(CNN) — If you’ve been watching “Jeopardy!” lately, you’re probably familiar with James Holzhauer, the Las Vegas resident and professional sports better currently smashing records on the nightly game show.
During his 11-day run so far, he has broken the single-day winnings record a total of four times, his biggest haul coming in at $131,127.
For context, prior to Holzhauer’s “Jeopardy!” debut, the single-day winnings record was held by Roger Craig, who only managed to rack up $77,000.
So, how does Holzhauer do it? His method is far from new or novel, but his background in gambling gives him a considerable edge.
He bounces around the board
The clues in “Jeopardy!” are written intentionally to flow from tile to tile in order of difficulty and increasing monetary value. So, contestants are generally encouraged to make their way down each category from top to bottom.
Holzhauer, like some previous “Jeopardy!” champions, doesn’t play this way.
He employs a controversial method known as the “Forrest Bounce,” in which the contestant jumps around from category to category, choosing tiles out of order to throw off his or her opponents.
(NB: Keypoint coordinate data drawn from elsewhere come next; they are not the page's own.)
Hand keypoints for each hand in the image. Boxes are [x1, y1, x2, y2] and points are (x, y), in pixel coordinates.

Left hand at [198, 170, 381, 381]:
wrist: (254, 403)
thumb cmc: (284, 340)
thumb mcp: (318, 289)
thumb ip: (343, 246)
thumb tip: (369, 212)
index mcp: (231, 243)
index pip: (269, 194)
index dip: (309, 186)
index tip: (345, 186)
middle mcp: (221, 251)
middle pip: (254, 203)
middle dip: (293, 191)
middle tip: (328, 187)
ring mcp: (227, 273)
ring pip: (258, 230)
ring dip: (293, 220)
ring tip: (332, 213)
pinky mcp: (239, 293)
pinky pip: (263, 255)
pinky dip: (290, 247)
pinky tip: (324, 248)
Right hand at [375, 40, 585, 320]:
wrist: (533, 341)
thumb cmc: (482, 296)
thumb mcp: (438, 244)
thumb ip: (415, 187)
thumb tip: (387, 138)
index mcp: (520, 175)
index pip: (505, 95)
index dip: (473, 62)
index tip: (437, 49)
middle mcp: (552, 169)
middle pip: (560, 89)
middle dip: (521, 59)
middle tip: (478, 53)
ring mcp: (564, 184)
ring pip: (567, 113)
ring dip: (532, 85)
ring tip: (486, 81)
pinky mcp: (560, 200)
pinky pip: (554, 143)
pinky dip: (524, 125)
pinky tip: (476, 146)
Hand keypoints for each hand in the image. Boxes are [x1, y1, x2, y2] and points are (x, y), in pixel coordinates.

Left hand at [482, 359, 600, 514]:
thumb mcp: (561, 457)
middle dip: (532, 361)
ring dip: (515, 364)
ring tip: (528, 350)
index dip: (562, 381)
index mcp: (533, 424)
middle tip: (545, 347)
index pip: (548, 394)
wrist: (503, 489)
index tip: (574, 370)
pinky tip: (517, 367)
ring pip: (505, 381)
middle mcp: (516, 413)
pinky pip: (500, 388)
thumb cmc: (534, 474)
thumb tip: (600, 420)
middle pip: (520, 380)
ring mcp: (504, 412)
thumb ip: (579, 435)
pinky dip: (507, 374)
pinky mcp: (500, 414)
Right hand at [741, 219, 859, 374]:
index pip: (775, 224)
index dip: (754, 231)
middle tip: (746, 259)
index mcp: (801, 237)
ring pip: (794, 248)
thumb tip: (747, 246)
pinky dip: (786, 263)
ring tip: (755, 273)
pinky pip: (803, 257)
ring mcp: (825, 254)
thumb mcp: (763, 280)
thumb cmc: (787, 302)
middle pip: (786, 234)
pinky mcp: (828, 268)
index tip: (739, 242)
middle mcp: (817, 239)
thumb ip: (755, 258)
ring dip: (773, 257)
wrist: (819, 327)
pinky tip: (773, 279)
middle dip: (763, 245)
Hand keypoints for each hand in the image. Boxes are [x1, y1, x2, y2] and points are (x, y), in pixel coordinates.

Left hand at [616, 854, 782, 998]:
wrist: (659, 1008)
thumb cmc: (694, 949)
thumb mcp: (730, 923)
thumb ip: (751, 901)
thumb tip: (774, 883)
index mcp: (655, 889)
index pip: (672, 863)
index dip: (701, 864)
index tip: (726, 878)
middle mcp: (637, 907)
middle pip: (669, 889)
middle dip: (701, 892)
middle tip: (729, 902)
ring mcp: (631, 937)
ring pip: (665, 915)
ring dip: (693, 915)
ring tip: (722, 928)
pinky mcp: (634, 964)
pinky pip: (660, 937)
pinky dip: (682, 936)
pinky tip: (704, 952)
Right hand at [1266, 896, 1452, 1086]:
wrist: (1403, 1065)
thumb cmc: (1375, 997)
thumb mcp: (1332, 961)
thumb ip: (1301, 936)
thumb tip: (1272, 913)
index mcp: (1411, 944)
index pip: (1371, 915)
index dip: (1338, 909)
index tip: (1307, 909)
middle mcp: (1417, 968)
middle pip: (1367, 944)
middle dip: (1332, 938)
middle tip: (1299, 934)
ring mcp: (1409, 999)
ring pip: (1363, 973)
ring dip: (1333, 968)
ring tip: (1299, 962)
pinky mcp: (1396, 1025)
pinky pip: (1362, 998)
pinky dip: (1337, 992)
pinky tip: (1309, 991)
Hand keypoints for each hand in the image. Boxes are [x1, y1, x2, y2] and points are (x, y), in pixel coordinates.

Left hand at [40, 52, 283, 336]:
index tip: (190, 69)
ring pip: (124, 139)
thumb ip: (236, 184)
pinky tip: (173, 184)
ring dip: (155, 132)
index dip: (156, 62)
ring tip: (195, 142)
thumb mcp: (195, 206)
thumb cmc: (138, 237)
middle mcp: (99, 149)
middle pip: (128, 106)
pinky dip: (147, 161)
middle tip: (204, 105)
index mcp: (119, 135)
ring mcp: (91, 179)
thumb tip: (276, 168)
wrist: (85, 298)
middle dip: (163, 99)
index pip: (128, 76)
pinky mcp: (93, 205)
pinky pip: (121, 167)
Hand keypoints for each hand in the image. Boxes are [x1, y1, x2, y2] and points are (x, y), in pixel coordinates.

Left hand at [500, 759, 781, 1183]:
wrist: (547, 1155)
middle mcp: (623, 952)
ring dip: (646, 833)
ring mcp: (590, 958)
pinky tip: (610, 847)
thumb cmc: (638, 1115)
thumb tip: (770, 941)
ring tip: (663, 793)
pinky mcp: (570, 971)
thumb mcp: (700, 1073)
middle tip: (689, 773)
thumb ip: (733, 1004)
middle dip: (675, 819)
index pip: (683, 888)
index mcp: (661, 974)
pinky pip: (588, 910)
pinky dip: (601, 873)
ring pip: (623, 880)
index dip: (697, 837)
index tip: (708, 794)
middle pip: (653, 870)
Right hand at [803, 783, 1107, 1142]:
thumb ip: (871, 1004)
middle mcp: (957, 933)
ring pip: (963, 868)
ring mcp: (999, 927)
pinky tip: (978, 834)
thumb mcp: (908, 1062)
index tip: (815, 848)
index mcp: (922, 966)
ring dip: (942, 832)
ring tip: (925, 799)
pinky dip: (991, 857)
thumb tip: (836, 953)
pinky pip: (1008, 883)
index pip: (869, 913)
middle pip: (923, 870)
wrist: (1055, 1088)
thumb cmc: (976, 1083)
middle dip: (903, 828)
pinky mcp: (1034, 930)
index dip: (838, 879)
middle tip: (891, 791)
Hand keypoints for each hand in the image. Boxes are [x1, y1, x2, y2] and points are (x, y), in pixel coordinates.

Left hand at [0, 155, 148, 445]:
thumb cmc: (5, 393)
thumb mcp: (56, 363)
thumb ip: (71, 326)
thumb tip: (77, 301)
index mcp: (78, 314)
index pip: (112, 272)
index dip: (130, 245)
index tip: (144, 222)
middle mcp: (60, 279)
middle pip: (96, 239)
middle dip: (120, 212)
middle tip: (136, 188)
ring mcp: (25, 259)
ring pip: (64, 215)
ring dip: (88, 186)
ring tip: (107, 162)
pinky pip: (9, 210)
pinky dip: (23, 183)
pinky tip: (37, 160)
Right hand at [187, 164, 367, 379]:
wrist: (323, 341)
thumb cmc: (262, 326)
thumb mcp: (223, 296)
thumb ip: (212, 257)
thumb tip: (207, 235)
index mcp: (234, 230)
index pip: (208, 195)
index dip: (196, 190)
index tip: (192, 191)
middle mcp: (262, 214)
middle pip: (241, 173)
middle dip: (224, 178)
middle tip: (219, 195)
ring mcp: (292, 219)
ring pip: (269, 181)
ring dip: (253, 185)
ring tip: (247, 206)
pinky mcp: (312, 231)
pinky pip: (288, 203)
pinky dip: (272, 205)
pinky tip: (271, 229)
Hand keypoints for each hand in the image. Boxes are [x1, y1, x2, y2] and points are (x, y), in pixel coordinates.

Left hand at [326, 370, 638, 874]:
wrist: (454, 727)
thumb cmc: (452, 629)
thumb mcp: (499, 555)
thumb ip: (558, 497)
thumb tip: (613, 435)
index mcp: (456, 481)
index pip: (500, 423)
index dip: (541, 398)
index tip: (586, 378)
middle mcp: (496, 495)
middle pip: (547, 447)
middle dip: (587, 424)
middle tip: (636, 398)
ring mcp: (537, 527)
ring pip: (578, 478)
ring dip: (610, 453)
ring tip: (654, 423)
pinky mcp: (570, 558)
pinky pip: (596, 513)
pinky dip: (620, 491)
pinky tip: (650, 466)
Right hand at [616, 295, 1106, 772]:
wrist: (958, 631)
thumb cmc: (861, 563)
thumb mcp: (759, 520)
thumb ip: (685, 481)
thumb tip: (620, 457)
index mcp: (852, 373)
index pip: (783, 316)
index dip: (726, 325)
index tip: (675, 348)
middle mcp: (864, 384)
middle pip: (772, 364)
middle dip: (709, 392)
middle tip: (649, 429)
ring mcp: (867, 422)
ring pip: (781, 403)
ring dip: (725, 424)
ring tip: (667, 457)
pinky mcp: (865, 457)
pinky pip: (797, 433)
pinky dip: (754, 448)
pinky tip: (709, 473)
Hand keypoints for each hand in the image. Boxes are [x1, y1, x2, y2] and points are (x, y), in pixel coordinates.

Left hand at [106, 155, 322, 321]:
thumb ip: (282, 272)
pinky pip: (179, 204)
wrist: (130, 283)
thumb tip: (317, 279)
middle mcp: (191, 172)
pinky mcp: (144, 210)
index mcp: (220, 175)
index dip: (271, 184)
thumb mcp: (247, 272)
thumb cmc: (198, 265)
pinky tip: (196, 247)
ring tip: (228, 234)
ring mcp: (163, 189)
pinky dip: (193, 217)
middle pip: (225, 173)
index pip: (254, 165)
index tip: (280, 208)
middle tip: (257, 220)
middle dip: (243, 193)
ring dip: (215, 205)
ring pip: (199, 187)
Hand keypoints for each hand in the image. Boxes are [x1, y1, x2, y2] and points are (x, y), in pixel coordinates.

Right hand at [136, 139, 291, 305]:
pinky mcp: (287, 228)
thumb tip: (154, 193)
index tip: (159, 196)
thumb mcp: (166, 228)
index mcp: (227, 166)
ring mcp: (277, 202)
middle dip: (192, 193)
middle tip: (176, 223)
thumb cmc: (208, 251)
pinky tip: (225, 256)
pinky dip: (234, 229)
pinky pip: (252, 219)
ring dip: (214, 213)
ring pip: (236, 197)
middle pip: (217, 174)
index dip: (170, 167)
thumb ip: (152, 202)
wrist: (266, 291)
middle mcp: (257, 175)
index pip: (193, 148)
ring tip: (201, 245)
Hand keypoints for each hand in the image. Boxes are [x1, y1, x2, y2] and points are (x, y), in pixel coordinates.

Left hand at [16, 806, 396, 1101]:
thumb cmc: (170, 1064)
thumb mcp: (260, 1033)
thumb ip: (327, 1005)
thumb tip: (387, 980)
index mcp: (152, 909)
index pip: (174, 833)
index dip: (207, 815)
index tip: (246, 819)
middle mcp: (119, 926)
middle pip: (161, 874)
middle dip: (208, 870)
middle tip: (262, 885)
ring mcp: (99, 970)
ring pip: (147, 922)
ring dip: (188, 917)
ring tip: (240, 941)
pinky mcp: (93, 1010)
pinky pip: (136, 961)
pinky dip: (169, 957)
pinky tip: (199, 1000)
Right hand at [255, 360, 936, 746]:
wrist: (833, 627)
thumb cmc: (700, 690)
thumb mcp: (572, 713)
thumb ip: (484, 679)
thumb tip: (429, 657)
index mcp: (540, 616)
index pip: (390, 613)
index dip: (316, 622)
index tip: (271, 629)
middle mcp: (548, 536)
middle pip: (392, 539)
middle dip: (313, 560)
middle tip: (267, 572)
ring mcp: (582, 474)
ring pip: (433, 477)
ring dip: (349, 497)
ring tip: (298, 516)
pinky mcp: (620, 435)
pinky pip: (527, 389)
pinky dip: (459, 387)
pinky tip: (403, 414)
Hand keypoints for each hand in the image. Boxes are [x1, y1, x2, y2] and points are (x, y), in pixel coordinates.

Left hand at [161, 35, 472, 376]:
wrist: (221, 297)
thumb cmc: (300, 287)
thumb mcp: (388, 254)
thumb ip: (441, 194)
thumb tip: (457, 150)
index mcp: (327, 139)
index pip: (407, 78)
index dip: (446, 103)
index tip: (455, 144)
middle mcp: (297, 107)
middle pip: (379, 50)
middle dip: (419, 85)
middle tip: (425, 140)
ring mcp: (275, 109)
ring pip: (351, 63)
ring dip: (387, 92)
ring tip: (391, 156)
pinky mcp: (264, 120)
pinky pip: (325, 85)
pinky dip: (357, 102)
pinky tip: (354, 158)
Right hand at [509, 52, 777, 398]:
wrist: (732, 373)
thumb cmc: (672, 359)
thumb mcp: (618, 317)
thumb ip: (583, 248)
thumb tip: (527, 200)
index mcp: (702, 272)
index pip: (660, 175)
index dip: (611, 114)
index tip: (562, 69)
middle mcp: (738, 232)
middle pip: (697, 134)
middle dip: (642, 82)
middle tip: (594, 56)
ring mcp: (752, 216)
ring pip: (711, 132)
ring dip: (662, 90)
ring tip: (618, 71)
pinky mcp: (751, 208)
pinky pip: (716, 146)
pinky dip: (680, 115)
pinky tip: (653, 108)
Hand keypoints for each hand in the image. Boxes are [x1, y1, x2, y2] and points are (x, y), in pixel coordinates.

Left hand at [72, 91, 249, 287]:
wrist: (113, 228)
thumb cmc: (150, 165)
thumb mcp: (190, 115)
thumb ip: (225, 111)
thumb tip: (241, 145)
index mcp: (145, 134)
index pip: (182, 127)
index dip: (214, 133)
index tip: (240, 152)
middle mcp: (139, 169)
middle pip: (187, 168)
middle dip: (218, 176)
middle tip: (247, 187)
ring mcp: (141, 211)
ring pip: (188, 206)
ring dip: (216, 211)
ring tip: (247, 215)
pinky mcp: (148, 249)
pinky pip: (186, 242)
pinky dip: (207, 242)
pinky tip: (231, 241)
Holzhauer is not the first to master the “Forrest Bounce.” Previous contestants like Arthur Chu and Chuck Forrest (who the method is named after) have used it to both confuse opponents and rack up the most amount of money in a short span of time by starting from the bottom of each category, where the clues are hardest.
While effective if done right, the “Forrest Bounce,” is not very popular among the show’s staff, including host Alex Trebek, who has spoken out against the method. He argues that it disrupts the natural order of the show, which the writers work hard on preparing.
He hunts for the Daily Doubles
This method also allows contestants to jump around the board and hunt for the hidden Daily Double tiles, which give them the opportunity to wager winnings with the prospect of drastically increasing their score. This is where Holzhauer shines.
With the confidence normally required to intimidate opponents in a game of poker or blackjack, Holzhauer plays fast and with no hesitation. By jumping around swiftly from clue to clue, he confuses the other players, who often find it hard to keep up.
He wagers enormous amounts
Then come the wagers.
By the time he lands on a Daily Double tile, Holzhauer is usually so far ahead of the other contestants he can wager enormous amounts of money, knowing he’d still be ahead if he loses the bet (he usually doesn’t lose). By the final round, known as Final Jeopardy, Holzhauer has often already amassed more money than the average single-day haul, giving him a wide open opportunity to bet big and win big.
Holzhauer’s total winnings at this point are $771,920, putting him in second place for most winnings earned in total.
Current record-holder Ken Jennings earned more than $2.5 million during his run, though it took him 74 games.
At this rate, Holzhauer could very well beat Jennings’ record in a much shorter amount of time — surely to the chagrin of many “Jeopardy!” purists.